C’è un limite invalicabile per concludere questa stagione in modo da non andare a sconvolgere anche la prossima?
“Il limite è l’inizio della nuova perché i calciatori hanno già detto che sono disposti a rinunciare di fatto alle vacanze, non dico le ferie perché molti le hanno già godute in questo mese in quanto molte società li hanno messi appunto in ferie. Se si giocasse in estate, non ci sarebbe bisogno dei ritiri o si potrebbero ridurre temporalmente al minimo. Si tratta di soluzioni estreme perché se gli allenamenti riprendessero ai primi di maggio e se poi a metà mese ripartisse il campionato, anche se si tratta di un’ipotesi ultra ottimistica ma nessuno impedisce di sperarlo, allora il campionato finirebbe addirittura entro giugno. Se, invece, si riprendesse dopo allora vedremo di quanto si sforerà. Per me l’imperativo è arrivare ad assegnare i tutoli e a premiare i valori conseguiti sul campo, anche se alla ripresa si tratterà di un altro campionato perché la sosta forzata inciderà, ma lo farà per tutti. Fortunati saranno quelli sui quali inciderà in positivo e pazienza per quelli sui quali inciderà negativamente. Questi ragionamenti sono complicati rispetto alla necessità che ha il calcio di ripartire quanto prima, di ricominciare a vedere un certo movimento anche economico attorno a sé. Come l’araba fenice risorge dalla proprie ceneri così il calcio deve ripartire quanto prima. Prima che inizi la nuova stagione c’è del tempo e spero ardentemente che ci sia lo spazio per continuare questa stagione e finirla. Sono confortato e anche un po’ sorpreso dall’atteggiamento della Federazione che, secondo me, è in linea con il settore che gestisce e che in passato non sempre lo è stata”.

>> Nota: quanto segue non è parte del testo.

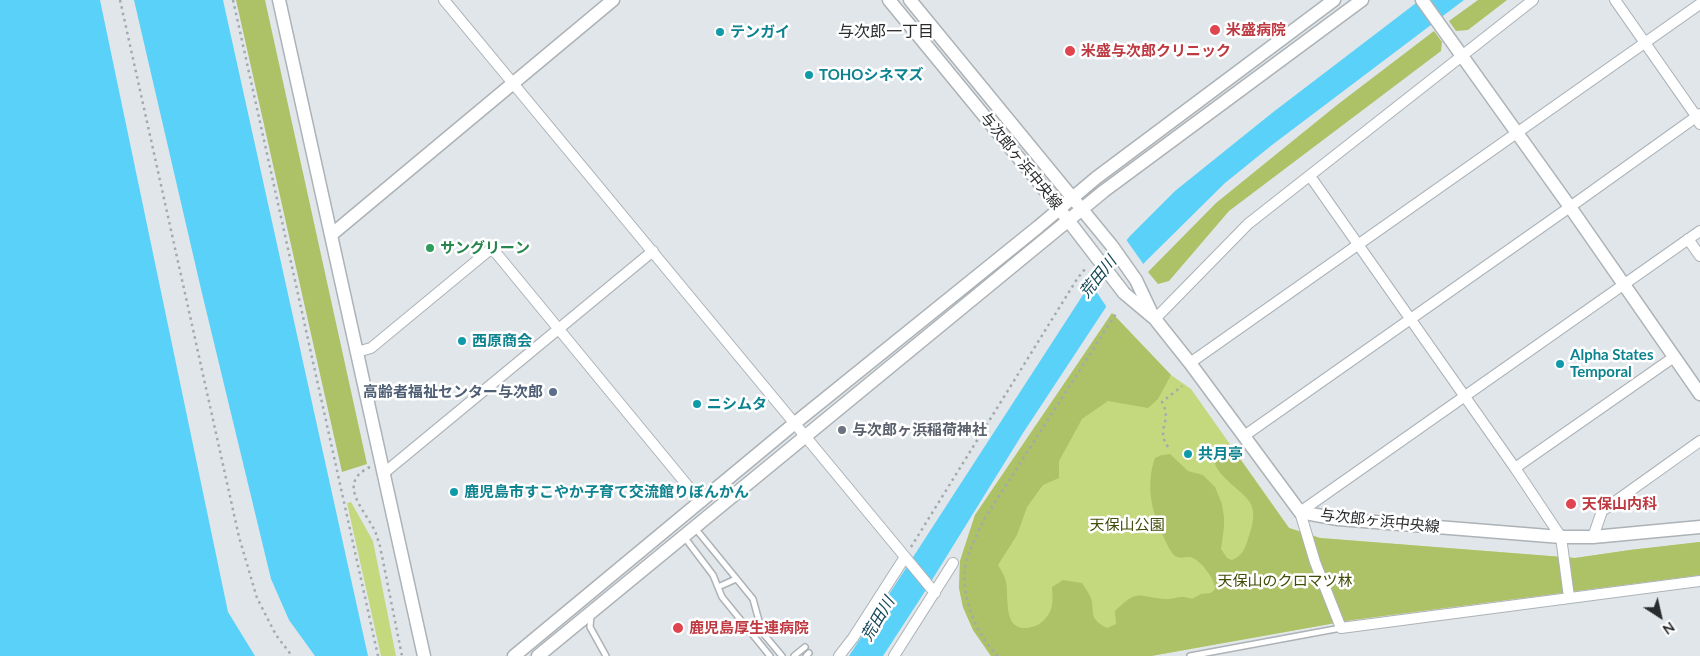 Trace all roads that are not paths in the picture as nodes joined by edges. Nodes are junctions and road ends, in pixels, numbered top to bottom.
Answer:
1 (279, 0) edge
2 (444, 0) edge
3 (613, 0) edge
4 (889, 0) edge
5 (910, 0) edge
6 (1334, 0) edge
7 (1362, 0) edge
8 (1422, 0) edge
9 (1533, 0) edge
10 (1615, 0) edge
11 (1700, 4) edge
12 (1644, 43) junction
13 (1462, 56) junction
14 (1250, 64) junction
15 (1259, 77) junction
16 (514, 82) junction
17 (1699, 118) edge
18 (1517, 132) junction
19 (1310, 176) junction
20 (1073, 198) junction
21 (1570, 207) junction
22 (1060, 209) junction
23 (1082, 209) junction
24 (1068, 220) junction
25 (1700, 231) edge
26 (331, 235) junction
27 (1688, 239) junction
28 (1358, 246) junction
29 (654, 252) junction
30 (1700, 256) edge
31 (1623, 284) junction
32 (1155, 319) junction
33 (1410, 319) junction
34 (914, 326) junction
35 (559, 329) junction
36 (924, 339) junction
37 (357, 352) junction
38 (1674, 357) junction
39 (1190, 363) junction
40 (1700, 394) edge
41 (1464, 397) junction
42 (795, 423) junction
43 (806, 436) junction
44 (1244, 436) junction
45 (1700, 442) edge
46 (1515, 468) junction
47 (384, 473) junction
48 (701, 502) junction
49 (1300, 512) junction
50 (711, 514) junction
51 (1700, 527) edge
52 (694, 528) junction
53 (1593, 536) junction
54 (684, 537) junction
55 (1562, 537) junction
56 (907, 559) junction
57 (953, 563) dead end
58 (736, 579) junction
59 (1700, 581) edge
60 (718, 587) junction
61 (932, 590) junction
62 (1569, 597) junction
63 (583, 600) junction
64 (592, 612) junction
65 (1341, 628) junction
66 (805, 647) dead end
67 (424, 656) edge
68 (514, 656) edge
69 (538, 656) edge
70 (606, 656) edge
71 (770, 656) edge
72 (782, 656) edge
73 (794, 656) edge
74 (839, 656) edge
75 (894, 656) edge
76 (1190, 656) edge

1 - 26 street
2 - 16 street
3 - 16 street
4 - 22 street, 与次郎ヶ浜中央線
5 - 20 street, 与次郎ヶ浜中央線
6 - 14 street
7 - 15 street
8 - 13 street
9 - 13 street
10 - 12 street
11 - 12 street
12 - 17 street
12 - 18 street
13 - 18 street
13 - 19 street
14 - 15 street
14 - 20 street
15 - 23 street
16 - 26 street
16 - 29 street
17 - 21 street
18 - 21 street
18 - 28 street
19 - 28 street
19 - 32 street
20 - 22 street
20 - 23 street, 与次郎ヶ浜中央線
21 - 31 street
21 - 33 street
22 - 24 street, 与次郎ヶ浜中央線
22 - 34 street
23 - 24 street
23 - 32 street, 与次郎ヶ浜中央線
24 - 32 street, 与次郎ヶ浜中央線
24 - 36 street
25 - 27 street
26 - 37 street
27 - 30 street
27 - 31 street
28 - 33 street
28 - 39 street
29 - 35 street
29 - 42 street
31 - 38 street
31 - 41 street
32 - 39 street, 与次郎ヶ浜中央線
33 - 41 street
33 - 44 street
34 - 36 street
34 - 42 street
35 - 37 street
35 - 47 street
35 - 48 street
36 - 43 street
37 - 47 street
38 - 40 street
38 - 46 street
39 - 44 street, 与次郎ヶ浜中央線
41 - 46 street
41 - 49 street
42 - 43 street
42 - 48 street
43 - 50 street
43 - 56 street
44 - 49 street, 与次郎ヶ浜中央線
45 - 53 street
46 - 55 street
47 - 67 street
48 - 50 street
48 - 63 street
49 - 55 street, 与次郎ヶ浜中央線
49 - 65 street
50 - 52 street
51 - 53 street, 与次郎ヶ浜中央線
52 - 54 street
52 - 58 lane
53 - 55 street, 与次郎ヶ浜中央線
54 - 60 lane
54 - 64 street
55 - 62 street
56 - 61 street
56 - 74 street
57 - 61 street
58 - 60 lane
58 - 72 lane
59 - 62 street
60 - 71 lane
61 - 75 street
62 - 65 street
63 - 64 street
63 - 68 street
64 - 69 street
64 - 70 lane
65 - 76 lane
66 - 73 lane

Il calciomercato andrebbe compresso fra la fine di questa stagione e l’inizio della prossima oppure dilatato come ha ipotizzato la Fifa?
“Per l’esperienza che ho, so che gli affari si fanno sempre alla fine, ma so anche che appunto la Fifa è orientata a fare un mercatone aperto fino al 31 dicembre con poi ovviamente l’esclusione di quello di gennaio. Sono molto dubbioso e perplesso sull’efficacia di questa soluzione, anche se so che ci potrebbero essere dei lati positivi come la possibilità, avendo una spazio temporale maggiore, di aggiornare le rose e di fare le cose per bene. Però, so anche che inizierebbero i mal di pancia dei giocatori alla terza panchina di fila che li porterebbe a flirtare con altre società e questo a campionato in corso non è il massimo e non solo dal punto di vista etico perché tutti i protagonisti devono essere corretti. Va considerato anche che in un tale contesto diventerà sempre più centrale il ruolo di chi gestisce i calciatori".